Mr. Bush said government was also prepared to offer financial concessions which will dramatically reduce operational costs compared with other international financial centres.
Delegates heard that Cayman’s government follows a strategy of establishing “a robust regulatory environment that protects policy holders and shareholders without the dictating a company’s business model”.
Taking aim at Bermuda, Mr. Bush pointed to “zero payroll taxes” and the lack of restrictions for foreigners to buy property in Cayman.
“We have shown that we can grow, without the malice, without the inhibitions of race, without the inhibitions of transport – or have you seen many of you riding on scooters with a child on the back holding on for dear life trying to get to primary school?” he said.
Mr.
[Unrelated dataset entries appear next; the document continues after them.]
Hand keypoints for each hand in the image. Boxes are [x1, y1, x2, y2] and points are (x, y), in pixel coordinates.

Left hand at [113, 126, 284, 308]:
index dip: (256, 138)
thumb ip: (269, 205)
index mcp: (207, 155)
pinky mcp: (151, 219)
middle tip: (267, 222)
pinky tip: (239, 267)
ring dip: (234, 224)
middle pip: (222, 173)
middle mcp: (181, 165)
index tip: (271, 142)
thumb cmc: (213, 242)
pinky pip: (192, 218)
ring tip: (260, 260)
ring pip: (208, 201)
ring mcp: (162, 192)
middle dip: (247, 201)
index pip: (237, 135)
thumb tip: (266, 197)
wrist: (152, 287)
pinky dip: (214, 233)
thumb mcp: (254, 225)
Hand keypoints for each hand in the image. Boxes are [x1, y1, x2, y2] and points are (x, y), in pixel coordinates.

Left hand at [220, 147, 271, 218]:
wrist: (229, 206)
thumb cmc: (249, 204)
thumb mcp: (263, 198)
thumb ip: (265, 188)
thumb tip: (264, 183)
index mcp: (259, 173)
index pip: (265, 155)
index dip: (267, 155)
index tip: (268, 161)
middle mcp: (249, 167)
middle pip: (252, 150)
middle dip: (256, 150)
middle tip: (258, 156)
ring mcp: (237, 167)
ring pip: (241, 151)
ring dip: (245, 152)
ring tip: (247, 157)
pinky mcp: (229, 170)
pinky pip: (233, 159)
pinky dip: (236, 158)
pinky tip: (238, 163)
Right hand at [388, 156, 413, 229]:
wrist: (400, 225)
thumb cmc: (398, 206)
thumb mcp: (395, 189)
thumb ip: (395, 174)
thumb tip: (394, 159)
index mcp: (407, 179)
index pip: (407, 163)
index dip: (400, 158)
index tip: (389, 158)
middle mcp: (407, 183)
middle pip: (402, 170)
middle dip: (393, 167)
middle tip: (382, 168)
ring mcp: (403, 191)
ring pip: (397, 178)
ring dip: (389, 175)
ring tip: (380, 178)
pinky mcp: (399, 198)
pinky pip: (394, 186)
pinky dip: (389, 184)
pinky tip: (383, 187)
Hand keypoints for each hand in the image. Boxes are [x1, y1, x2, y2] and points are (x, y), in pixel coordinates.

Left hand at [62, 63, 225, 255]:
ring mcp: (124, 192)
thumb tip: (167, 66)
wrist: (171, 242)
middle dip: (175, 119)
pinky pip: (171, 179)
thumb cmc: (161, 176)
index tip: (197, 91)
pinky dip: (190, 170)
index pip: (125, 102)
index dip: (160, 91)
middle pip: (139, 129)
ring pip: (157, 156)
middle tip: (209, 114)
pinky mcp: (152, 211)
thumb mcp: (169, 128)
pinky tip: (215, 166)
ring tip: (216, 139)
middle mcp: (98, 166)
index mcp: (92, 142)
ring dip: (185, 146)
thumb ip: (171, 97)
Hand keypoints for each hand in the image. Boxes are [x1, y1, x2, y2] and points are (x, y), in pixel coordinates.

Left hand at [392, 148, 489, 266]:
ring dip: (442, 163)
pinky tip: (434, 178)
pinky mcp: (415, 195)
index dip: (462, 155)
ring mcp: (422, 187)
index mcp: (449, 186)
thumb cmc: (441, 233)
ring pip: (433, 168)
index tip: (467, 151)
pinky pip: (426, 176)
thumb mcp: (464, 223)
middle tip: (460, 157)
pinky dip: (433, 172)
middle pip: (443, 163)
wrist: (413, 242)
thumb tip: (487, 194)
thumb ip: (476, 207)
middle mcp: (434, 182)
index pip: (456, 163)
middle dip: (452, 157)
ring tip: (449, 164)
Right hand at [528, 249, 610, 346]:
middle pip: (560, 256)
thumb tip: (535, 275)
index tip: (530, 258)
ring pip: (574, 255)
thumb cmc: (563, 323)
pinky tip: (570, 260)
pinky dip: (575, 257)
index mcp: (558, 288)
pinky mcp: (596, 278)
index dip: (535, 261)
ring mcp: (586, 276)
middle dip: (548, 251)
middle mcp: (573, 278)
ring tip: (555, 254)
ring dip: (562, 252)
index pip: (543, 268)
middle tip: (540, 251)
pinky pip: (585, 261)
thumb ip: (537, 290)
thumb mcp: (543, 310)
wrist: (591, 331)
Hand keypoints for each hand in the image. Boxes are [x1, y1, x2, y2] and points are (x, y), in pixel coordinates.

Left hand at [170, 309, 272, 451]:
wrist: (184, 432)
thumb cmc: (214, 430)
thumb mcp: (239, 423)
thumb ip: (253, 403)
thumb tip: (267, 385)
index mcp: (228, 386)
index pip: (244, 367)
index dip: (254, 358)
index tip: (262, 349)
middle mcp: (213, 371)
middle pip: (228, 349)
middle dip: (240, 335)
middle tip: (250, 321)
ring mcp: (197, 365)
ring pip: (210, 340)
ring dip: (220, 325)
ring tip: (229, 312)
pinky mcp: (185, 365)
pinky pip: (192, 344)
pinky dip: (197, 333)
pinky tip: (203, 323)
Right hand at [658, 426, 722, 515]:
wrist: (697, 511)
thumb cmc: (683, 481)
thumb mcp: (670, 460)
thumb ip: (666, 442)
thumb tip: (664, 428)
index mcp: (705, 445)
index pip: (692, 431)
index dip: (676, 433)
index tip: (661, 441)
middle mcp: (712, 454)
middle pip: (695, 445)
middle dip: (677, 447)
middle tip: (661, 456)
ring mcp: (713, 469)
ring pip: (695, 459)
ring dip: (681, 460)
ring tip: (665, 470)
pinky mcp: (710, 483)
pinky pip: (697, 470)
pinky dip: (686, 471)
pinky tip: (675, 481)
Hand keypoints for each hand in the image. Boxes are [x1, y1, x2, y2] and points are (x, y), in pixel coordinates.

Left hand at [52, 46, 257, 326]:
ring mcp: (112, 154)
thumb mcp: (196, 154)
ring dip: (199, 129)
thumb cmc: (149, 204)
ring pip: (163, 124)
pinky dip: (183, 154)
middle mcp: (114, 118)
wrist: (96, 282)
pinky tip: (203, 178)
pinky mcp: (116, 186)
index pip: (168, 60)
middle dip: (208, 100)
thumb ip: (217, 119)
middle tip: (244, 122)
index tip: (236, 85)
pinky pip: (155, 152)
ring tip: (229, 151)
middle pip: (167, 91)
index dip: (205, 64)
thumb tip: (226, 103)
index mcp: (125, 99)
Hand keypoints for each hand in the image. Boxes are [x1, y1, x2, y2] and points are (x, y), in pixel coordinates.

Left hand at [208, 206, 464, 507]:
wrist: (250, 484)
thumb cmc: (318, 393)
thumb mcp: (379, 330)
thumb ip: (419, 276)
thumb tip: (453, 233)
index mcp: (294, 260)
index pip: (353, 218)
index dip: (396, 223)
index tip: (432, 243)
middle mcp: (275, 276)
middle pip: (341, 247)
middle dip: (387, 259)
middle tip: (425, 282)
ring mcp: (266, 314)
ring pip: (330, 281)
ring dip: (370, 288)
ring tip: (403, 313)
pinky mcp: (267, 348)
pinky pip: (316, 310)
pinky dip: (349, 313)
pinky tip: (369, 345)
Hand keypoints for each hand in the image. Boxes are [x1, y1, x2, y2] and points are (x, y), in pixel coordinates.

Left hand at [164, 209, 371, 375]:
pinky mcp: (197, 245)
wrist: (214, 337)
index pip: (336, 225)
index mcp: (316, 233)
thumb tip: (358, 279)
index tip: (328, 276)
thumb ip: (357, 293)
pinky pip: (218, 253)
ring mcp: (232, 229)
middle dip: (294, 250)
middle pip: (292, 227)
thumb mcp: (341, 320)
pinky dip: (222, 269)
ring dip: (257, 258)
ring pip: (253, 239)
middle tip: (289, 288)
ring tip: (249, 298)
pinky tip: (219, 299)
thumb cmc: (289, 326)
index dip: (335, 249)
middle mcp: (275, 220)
Bush’s views were echoed by Jeff Mulholland, who runs insurance and pensions services for Societe Generale in the Americas. In this role, he said, he is looking at structures and arbitrages on a daily basis from a tax, regulatory and capital needs basis, constantly examining what is the most efficient jurisdiction in the world to operate in.
Based on the criteria of effective regulation and insurance expertise it will “come down to Bermuda and Cayman”, Mr. Mulholland said, emphasising that these are his personal views.
Explaining that he is not looking for light regulation but sophisticated and appropriate regulation that understands the risks of policyholders and shareholders, Mr. Mulholland, argued that effective regulation does not exist in North America and Europe. Meanwhile, Bermuda’s decision to adopt its own capital rules similar to Solvency II means that Bermuda has adopted European capital rules.
“The importance is that by kowtowing to the Europeans, Bermuda has made itself obsolete. And it is very unfortunate for them and I think it was a huge miscalculation by the Bermuda government,” Mr. Mulholland said.
The problem for Bermuda is that in the next two years a lot of business that historically has been in Bermuda will leave and relocate to Cayman, he argued.
In particular, the need for capital efficiency in the life insurance industry and the life reinsurance business which historically has sought to provide capital relief to onshore companies in North America and Europe will lead to transactions involving Cayman, he predicted.